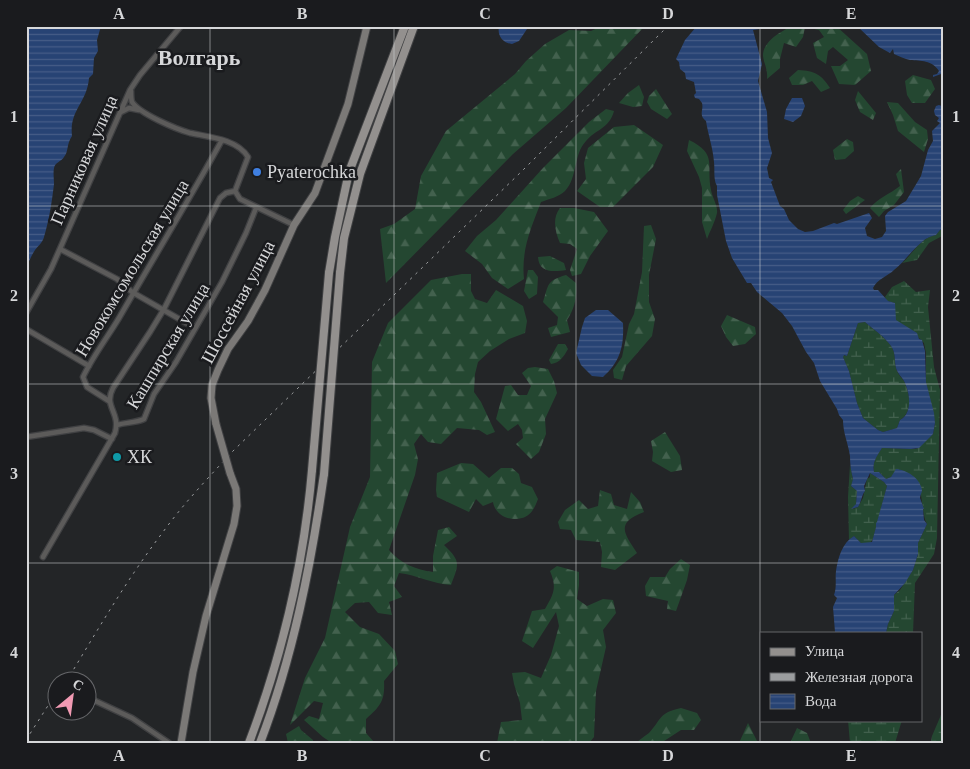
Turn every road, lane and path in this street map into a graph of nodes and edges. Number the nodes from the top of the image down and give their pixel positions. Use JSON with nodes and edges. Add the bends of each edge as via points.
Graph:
{"nodes":[{"id":1,"x":181,"y":26,"type":"edge"},
{"id":2,"x":405,"y":26,"type":"edge"},
{"id":3,"x":414,"y":26,"type":"edge"},
{"id":4,"x":367,"y":27,"type":"edge"},
{"id":5,"x":130,"y":90,"type":"junction"},
{"id":6,"x":140,"y":110,"type":"junction"},
{"id":7,"x":119,"y":113,"type":"junction"},
{"id":8,"x":222,"y":140,"type":"junction"},
{"id":9,"x":235,"y":191,"type":"junction"},
{"id":10,"x":256,"y":208,"type":"junction"},
{"id":11,"x":294,"y":226,"type":"junction"},
{"id":12,"x":60,"y":248,"type":"junction"},
{"id":13,"x":132,"y":292,"type":"junction"},
{"id":14,"x":164,"y":309,"type":"junction"},
{"id":15,"x":26,"y":312,"type":"edge"},
{"id":16,"x":195,"y":328,"type":"junction"},
{"id":17,"x":26,"y":329,"type":"edge"},
{"id":18,"x":88,"y":366,"type":"junction"},
{"id":19,"x":109,"y":401,"type":"junction"},
{"id":20,"x":117,"y":425,"type":"junction"},
{"id":21,"x":26,"y":437,"type":"edge"},
{"id":22,"x":112,"y":439,"type":"junction"},
{"id":23,"x":43,"y":557,"type":"dead end"},
{"id":24,"x":98,"y":702,"type":"edge"},
{"id":25,"x":169,"y":743,"type":"edge"},
{"id":26,"x":181,"y":743,"type":"edge"},
{"id":27,"x":249,"y":743,"type":"edge"},
{"id":28,"x":260,"y":743,"type":"edge"}],
"edges":[{"from":1,"to":5,"type":"street","name":"Парниковая улица"},
{"from":2,"to":27,"type":"main road","bridge":true,"via":[[349,172],[334,237],[308,516],[276,664]]},
{"from":3,"to":28,"type":"main road","bridge":true,"via":[[360,174],[344,238],[318,516],[287,664]]},
{"from":4,"to":11,"type":"main road","name":"Шоссейная улица","via":[[348,104],[315,193]]},
{"from":5,"to":6,"type":"street","via":[[132,101]]},
{"from":5,"to":7,"type":"street","name":"Парниковая улица"},
{"from":6,"to":7,"type":"street","via":[[129,108]]},
{"from":6,"to":8,"type":"street","via":[[167,124]]},
{"from":7,"to":12,"type":"street","name":"Парниковая улица"},
{"from":8,"to":9,"type":"street","via":[[244,150],[248,157]]},
{"from":8,"to":13,"type":"street","name":"Новокомсомольская улица"},
{"from":9,"to":10,"type":"street","via":[[240,199]]},
{"from":9,"to":14,"type":"street","via":[[220,198]]},
{"from":10,"to":11,"type":"street"},
{"from":10,"to":16,"type":"street","name":"Кашпирская улица","via":[[222,282]]},
{"from":11,"to":26,"type":"main road","name":"Шоссейная улица","bridge":true,"via":[[265,290],[228,349],[212,385],[216,424],[236,488],[237,506],[206,616]]},
{"from":12,"to":13,"type":"street","via":[[117,279]]},
{"from":12,"to":15,"type":"street","name":"Парниковая улица"},
{"from":13,"to":14,"type":"street"},
{"from":13,"to":18,"type":"street","name":"Новокомсомольская улица"},
{"from":14,"to":16,"type":"street"},
{"from":14,"to":19,"type":"street","via":[[113,388]]},
{"from":16,"to":20,"type":"street","name":"Кашпирская улица","via":[[154,394],[144,419]]},
{"from":17,"to":18,"type":"street"},
{"from":18,"to":19,"type":"street","name":"Новокомсомольская улица","via":[[83,377],[87,387]]},
{"from":19,"to":20,"type":"street"},
{"from":20,"to":22,"type":"street","name":"Кашпирская улица"},
{"from":21,"to":22,"type":"street","via":[[84,428]]},
{"from":22,"to":23,"type":"street","name":"Кашпирская улица"},
{"from":24,"to":25,"type":"street","via":[[132,718]]}]}
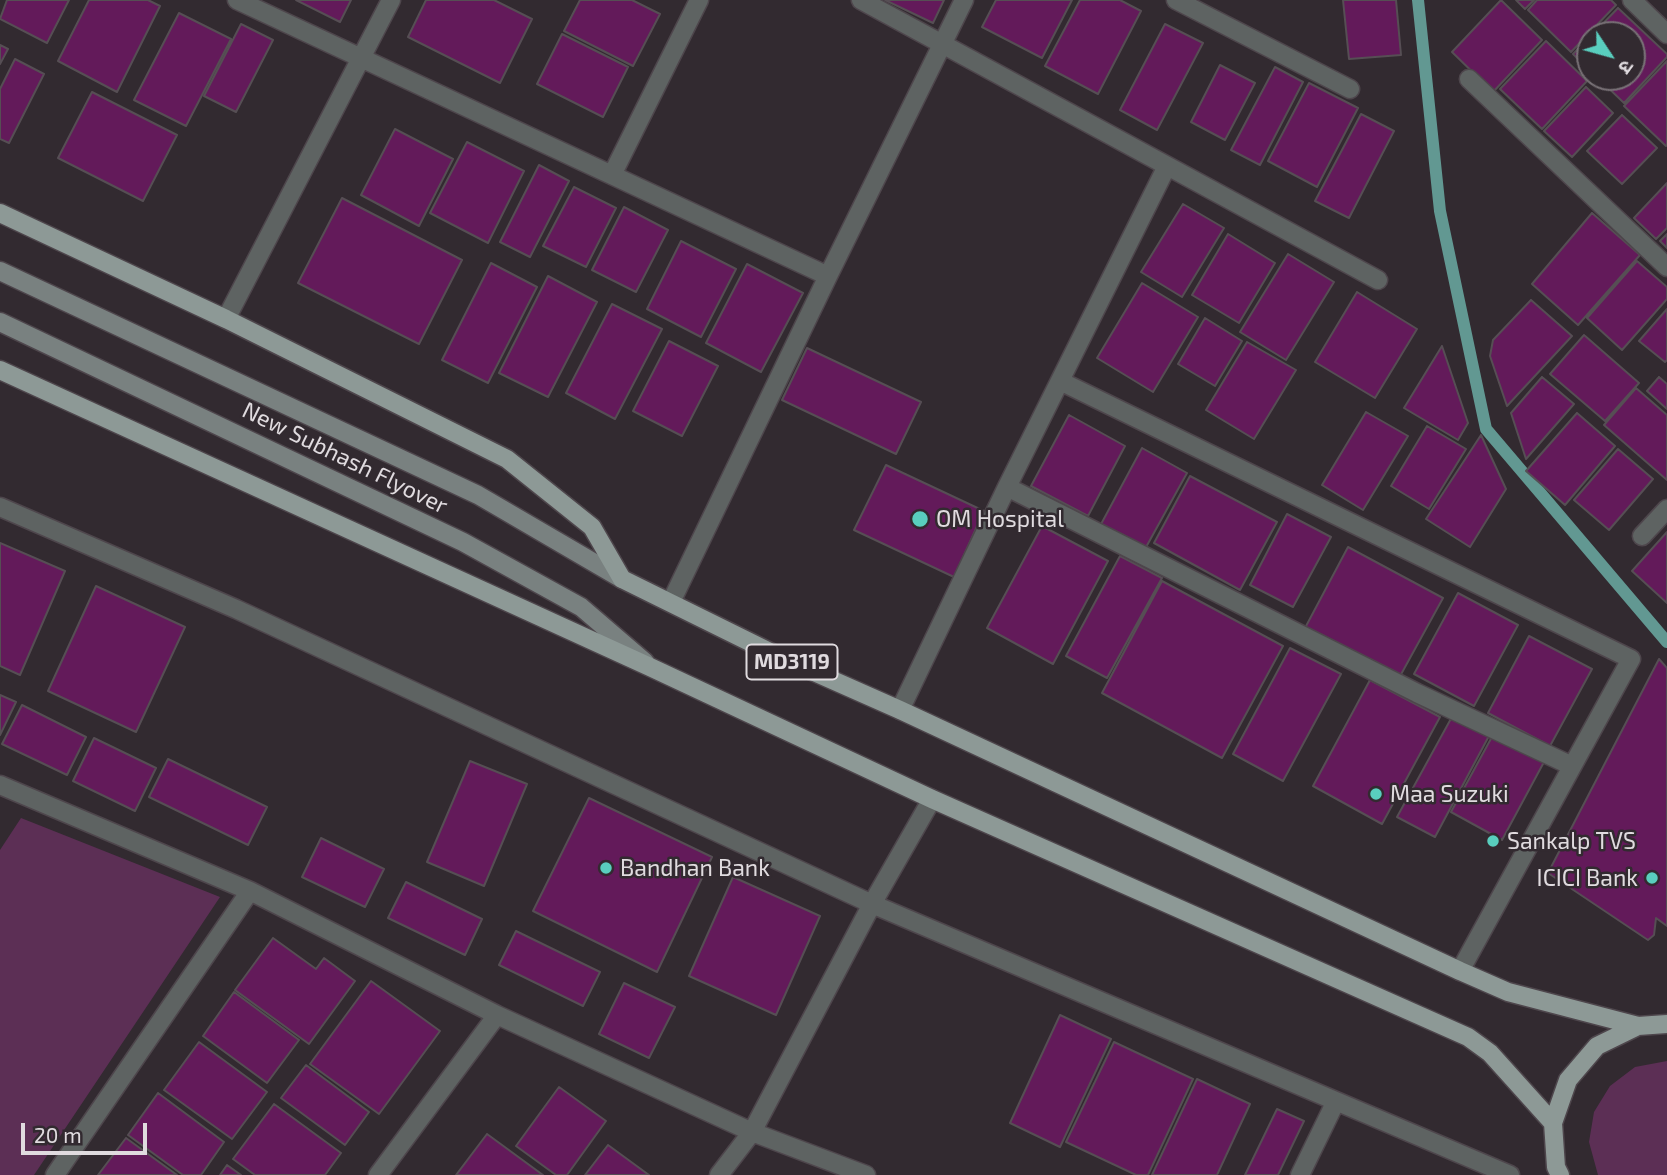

About this task
An exact copy of all the entries above is required, with every picture left out.

Reply to the task
Turn every road, lane and path in this street map into a graph of nodes and edges. Number the nodes from the top of the image down and give their pixel positions. Use JSON with nodes and edges. Add the bends of each edge as via points.
Graph:
{"nodes":[{"id":1,"x":181,"y":26,"type":"edge"},
{"id":2,"x":405,"y":26,"type":"edge"},
{"id":3,"x":414,"y":26,"type":"edge"},
{"id":4,"x":367,"y":27,"type":"edge"},
{"id":5,"x":130,"y":90,"type":"junction"},
{"id":6,"x":140,"y":110,"type":"junction"},
{"id":7,"x":119,"y":113,"type":"junction"},
{"id":8,"x":222,"y":140,"type":"junction"},
{"id":9,"x":235,"y":191,"type":"junction"},
{"id":10,"x":256,"y":208,"type":"junction"},
{"id":11,"x":294,"y":226,"type":"junction"},
{"id":12,"x":60,"y":248,"type":"junction"},
{"id":13,"x":132,"y":292,"type":"junction"},
{"id":14,"x":164,"y":309,"type":"junction"},
{"id":15,"x":26,"y":312,"type":"edge"},
{"id":16,"x":195,"y":328,"type":"junction"},
{"id":17,"x":26,"y":329,"type":"edge"},
{"id":18,"x":88,"y":366,"type":"junction"},
{"id":19,"x":109,"y":401,"type":"junction"},
{"id":20,"x":117,"y":425,"type":"junction"},
{"id":21,"x":26,"y":437,"type":"edge"},
{"id":22,"x":112,"y":439,"type":"junction"},
{"id":23,"x":43,"y":557,"type":"dead end"},
{"id":24,"x":98,"y":702,"type":"edge"},
{"id":25,"x":169,"y":743,"type":"edge"},
{"id":26,"x":181,"y":743,"type":"edge"},
{"id":27,"x":249,"y":743,"type":"edge"},
{"id":28,"x":260,"y":743,"type":"edge"}],
"edges":[{"from":1,"to":5,"type":"street","name":"Парниковая улица"},
{"from":2,"to":27,"type":"main road","bridge":true,"via":[[349,172],[334,237],[308,516],[276,664]]},
{"from":3,"to":28,"type":"main road","bridge":true,"via":[[360,174],[344,238],[318,516],[287,664]]},
{"from":4,"to":11,"type":"main road","name":"Шоссейная улица","via":[[348,104],[315,193]]},
{"from":5,"to":6,"type":"street","via":[[132,101]]},
{"from":5,"to":7,"type":"street","name":"Парниковая улица"},
{"from":6,"to":7,"type":"street","via":[[129,108]]},
{"from":6,"to":8,"type":"street","via":[[167,124]]},
{"from":7,"to":12,"type":"street","name":"Парниковая улица"},
{"from":8,"to":9,"type":"street","via":[[244,150],[248,157]]},
{"from":8,"to":13,"type":"street","name":"Новокомсомольская улица"},
{"from":9,"to":10,"type":"street","via":[[240,199]]},
{"from":9,"to":14,"type":"street","via":[[220,198]]},
{"from":10,"to":11,"type":"street"},
{"from":10,"to":16,"type":"street","name":"Кашпирская улица","via":[[222,282]]},
{"from":11,"to":26,"type":"main road","name":"Шоссейная улица","bridge":true,"via":[[265,290],[228,349],[212,385],[216,424],[236,488],[237,506],[206,616]]},
{"from":12,"to":13,"type":"street","via":[[117,279]]},
{"from":12,"to":15,"type":"street","name":"Парниковая улица"},
{"from":13,"to":14,"type":"street"},
{"from":13,"to":18,"type":"street","name":"Новокомсомольская улица"},
{"from":14,"to":16,"type":"street"},
{"from":14,"to":19,"type":"street","via":[[113,388]]},
{"from":16,"to":20,"type":"street","name":"Кашпирская улица","via":[[154,394],[144,419]]},
{"from":17,"to":18,"type":"street"},
{"from":18,"to":19,"type":"street","name":"Новокомсомольская улица","via":[[83,377],[87,387]]},
{"from":19,"to":20,"type":"street"},
{"from":20,"to":22,"type":"street","name":"Кашпирская улица"},
{"from":21,"to":22,"type":"street","via":[[84,428]]},
{"from":22,"to":23,"type":"street","name":"Кашпирская улица"},
{"from":24,"to":25,"type":"street","via":[[132,718]]}]}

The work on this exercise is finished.